What the exercise asks => Give again exactly the lines that run from the start of the records to the line holding "0 964 translate 1 -1 scale", both ends counted. Do not include the pictures.

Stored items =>
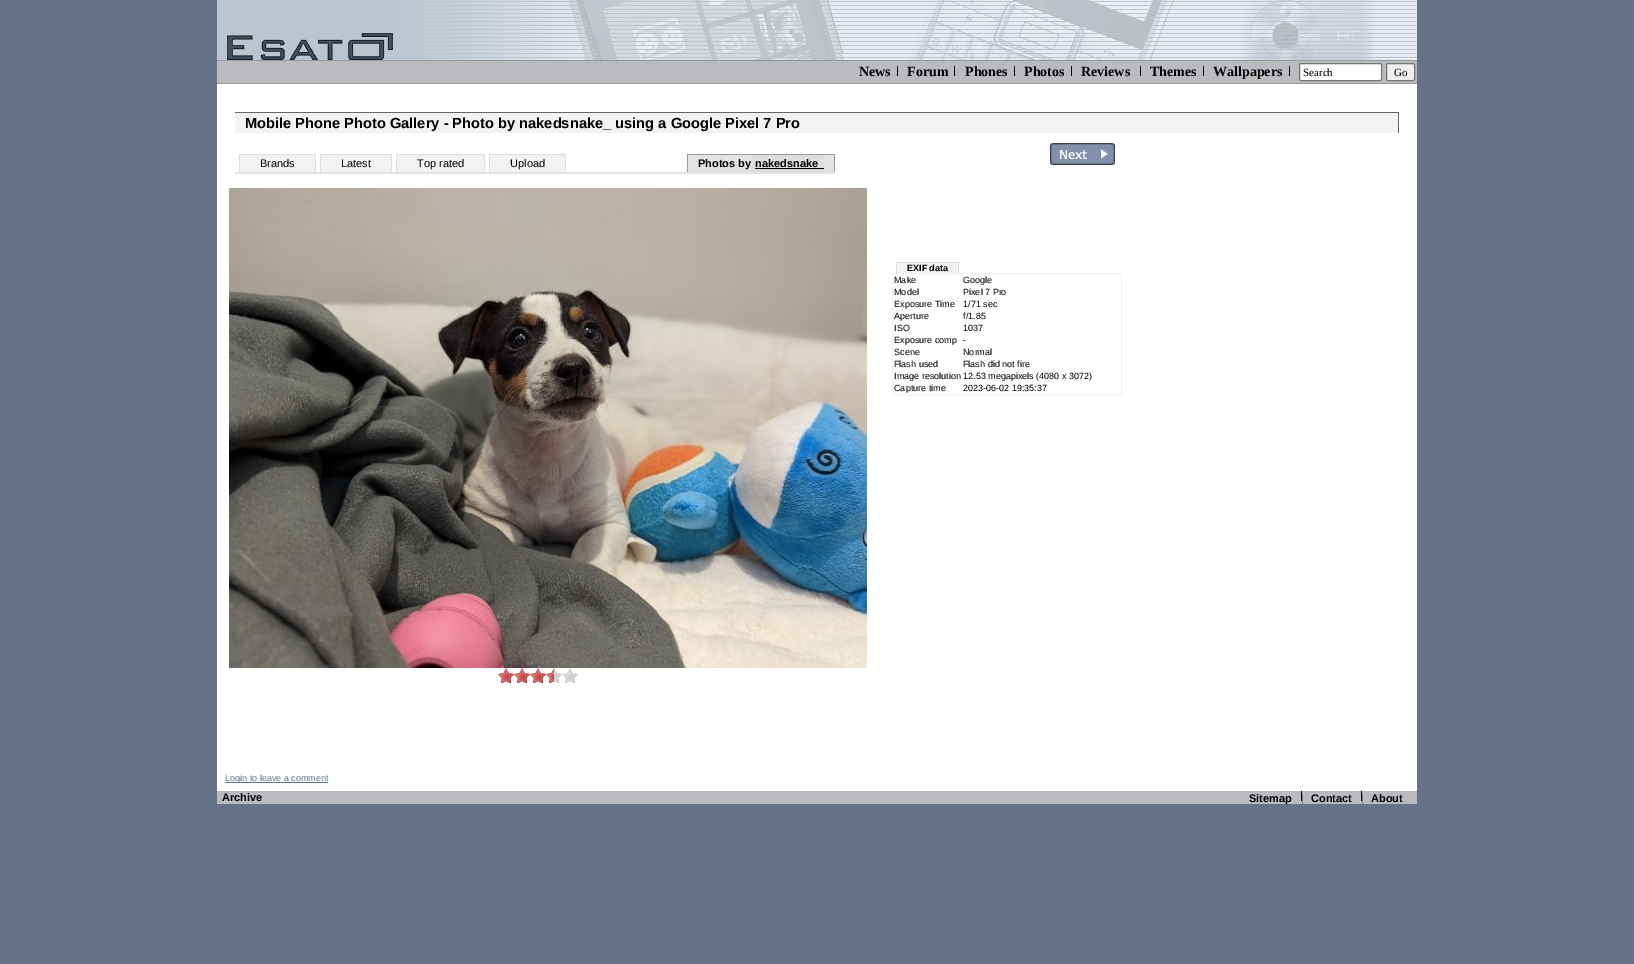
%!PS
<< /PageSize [1634 964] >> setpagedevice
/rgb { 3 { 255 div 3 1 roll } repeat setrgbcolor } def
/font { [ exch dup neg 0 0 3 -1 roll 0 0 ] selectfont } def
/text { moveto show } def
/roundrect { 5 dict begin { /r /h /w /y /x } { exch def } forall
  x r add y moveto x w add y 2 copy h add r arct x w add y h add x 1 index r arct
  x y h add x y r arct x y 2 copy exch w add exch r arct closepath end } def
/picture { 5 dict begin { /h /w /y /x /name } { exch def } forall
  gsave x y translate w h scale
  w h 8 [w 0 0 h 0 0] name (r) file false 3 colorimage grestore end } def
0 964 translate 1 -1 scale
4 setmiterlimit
102 114 135 rgb
0 0 1634 964 rectfill
(img_01.rgb) 217 0 1200 60 picture
185 187 191 rgb
217 61 1200 22 rectfill
153 153 153 rgb
217 60 1200 1 rectfill
217 83 1200 1 rectfill
0 0 0 rgb
897 66 1 10 rectfill
954 66 1 10 rectfill
1014 66 1 10 rectfill
1071 66 1 10 rectfill
1140 66 1 10 rectfill
1203 66 1 10 rectfill
1289 66 1 10 rectfill
255 255 255 rgb
1299.5 63.5 82 17 1.5 roundrect gsave fill grestore
118 118 118 rgb
stroke
239 239 239 rgb
1386.5 63.5 28 17 1.5 roundrect gsave fill grestore
118 118 118 rgb
stroke
255 255 255 rgb
217 84 1200 707 rectfill
242 242 242 rgb
235 113 1163 20 rectfill
102 102 102 rgb
235 112 1164 1 rectfill
1398 112 1 21 rectfill
227 227 227 rgb
235 172 600 2 rectfill
242 242 242 rgb
240 155 75 16 rectfill
221 221 221 rgb
239 154 77 1 rectfill
315 154 1 18 rectfill
242 242 242 rgb
239 171 77 1 rectfill
221 221 221 rgb
239 154 1 18 rectfill
242 242 242 rgb
321 155 70 16 rectfill
221 221 221 rgb
320 154 72 1 rectfill
391 154 1 18 rectfill
242 242 242 rgb
320 171 72 1 rectfill
221 221 221 rgb
320 154 1 18 rectfill
242 242 242 rgb
397 155 87 16 rectfill
221 221 221 rgb
396 154 89 1 rectfill
484 154 1 18 rectfill
242 242 242 rgb
396 171 89 1 rectfill
221 221 221 rgb
396 154 1 18 rectfill
242 242 242 rgb
490 155 75 16 rectfill
221 221 221 rgb
489 154 77 1 rectfill
565 154 1 18 rectfill
242 242 242 rgb
489 171 77 1 rectfill
221 221 221 rgb
489 154 1 18 rectfill
227 227 227 rgb
688 155 146 16 rectfill
153 153 153 rgb
687 154 148 1 rectfill
834 154 1 18 rectfill
221 221 221 rgb
687 171 148 1 rectfill
153 153 153 rgb
687 154 1 18 rectfill
221 221 221 rgb
751 155 73 16 rectfill
0 0 0 rgb
755 168 69 1 rectfill
(img_02.rgb) 1050 143 65 22 picture
(img_03.rgb) 229 188 638 480 picture
(img_04.rgb) 498 668 8 15 picture
(img_05.rgb) 506 668 8 15 picture
(img_04.rgb) 514 668 8 15 picture
(img_05.rgb) 522 668 8 15 picture
(img_04.rgb) 530 668 8 15 picture
(img_05.rgb) 538 668 8 15 picture
(img_04.rgb) 546 668 8 15 picture
(img_06.rgb) 554 668 8 15 picture
(img_07.rgb) 562 668 8 15 picture
(img_06.rgb) 570 668 8 15 picture
242 242 242 rgb
897 263 61 10 rectfill
221 221 221 rgb
896 262 63 1 rectfill
242 242 242 rgb
892.5 273.5 229 121 rectstroke
221 221 221 rgb
958 262 1 12 rectfill
242 242 242 rgb
958 273 1 1 rectfill
221 221 221 rgb
896 262 1 12 rectfill
102 114 135 rgb
225 782 103 1 rectfill
185 187 191 rgb
217 791 1200 13 rectfill
0 0 0 rgb
1301 791 1 10 rectfill
1361 791 1 10 rectfill
/LiberationSerif-Bold 14 font
(News) 859 76 text
(Forum) 907 76 text
(Phones) 965 76 text
(Photos) 1024 76 text
(Reviews) 1081 76 text
(Themes) 1150 76 text
(Wallpapers) 1213 76 text
/LiberationSerif-Regular 11 font
(Search) 1303 76 text
(Go) 1394 76 text
/LiberationSans-Bold 14.65 font
(Mobile Phone Photo Gallery - Photo by nakedsnake_ using a Google Pixel 7 Pro) 245 128 text
/LiberationSans-Regular 11 font
(Brands) 260 167 text
(Latest) 341 167 text
(Top rated) 417 167 text
(Upload) 510 167 text
/LiberationSans-Bold 11 font
(Photos by) 698 167 text
(nakedsnake) 755 167 text
/LiberationSans-Bold 9 font
(EXIF data) 907 271 text
/LiberationSans-Regular 9 font
(Make) 894 283 text
(Google) 963 283 text
(Model) 894 295 text
(Pixel 7 Pro) 963 295 text
(Exposure Time) 894 307 text
(1/71 sec) 963 307 text
(Aperture) 894 319 text
(f/1.85) 963 319 text
(ISO) 894 331 text
(1037) 963 331 text
(Exposure comp) 894 343 text
(-) 963 343 text
(Scene) 894 355 text
(Normal) 963 355 text
(Flash used) 894 367 text
(Flash did not fire) 963 367 text
(Image resolution) 894 379 text
(12.53 megapixels \(4080 x 3072\)) 963 379 text
(Capture time) 894 391 text
(2023-06-02 19:35:37) 963 391 text
102 114 135 rgb
(Login to leave a comment) 225 781 text
/LiberationSans-Bold 11 font
0 0 0 rgb
(Archive) 222 801 text
(Sitemap) 1249 802 text
/LiberationSans-Regular 11 font
102 102 102 rgb
(|) 1301 802 text
/LiberationSans-Bold 11 font
0 0 0 rgb
(Contact) 1311 802 text
/LiberationSans-Regular 11 font
102 102 102 rgb
(|) 1361 802 text
/LiberationSans-Bold 11 font
0 0 0 rgb
(About) 1371 802 text
showpage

Solution for this task =>
%!PS
<< /PageSize [1634 964] >> setpagedevice
/rgb { 3 { 255 div 3 1 roll } repeat setrgbcolor } def
/font { [ exch dup neg 0 0 3 -1 roll 0 0 ] selectfont } def
/text { moveto show } def
/roundrect { 5 dict begin { /r /h /w /y /x } { exch def } forall
  x r add y moveto x w add y 2 copy h add r arct x w add y h add x 1 index r arct
  x y h add x y r arct x y 2 copy exch w add exch r arct closepath end } def
/picture { 5 dict begin { /h /w /y /x /name } { exch def } forall
  gsave x y translate w h scale
  w h 8 [w 0 0 h 0 0] name (r) file false 3 colorimage grestore end } def
0 964 translate 1 -1 scale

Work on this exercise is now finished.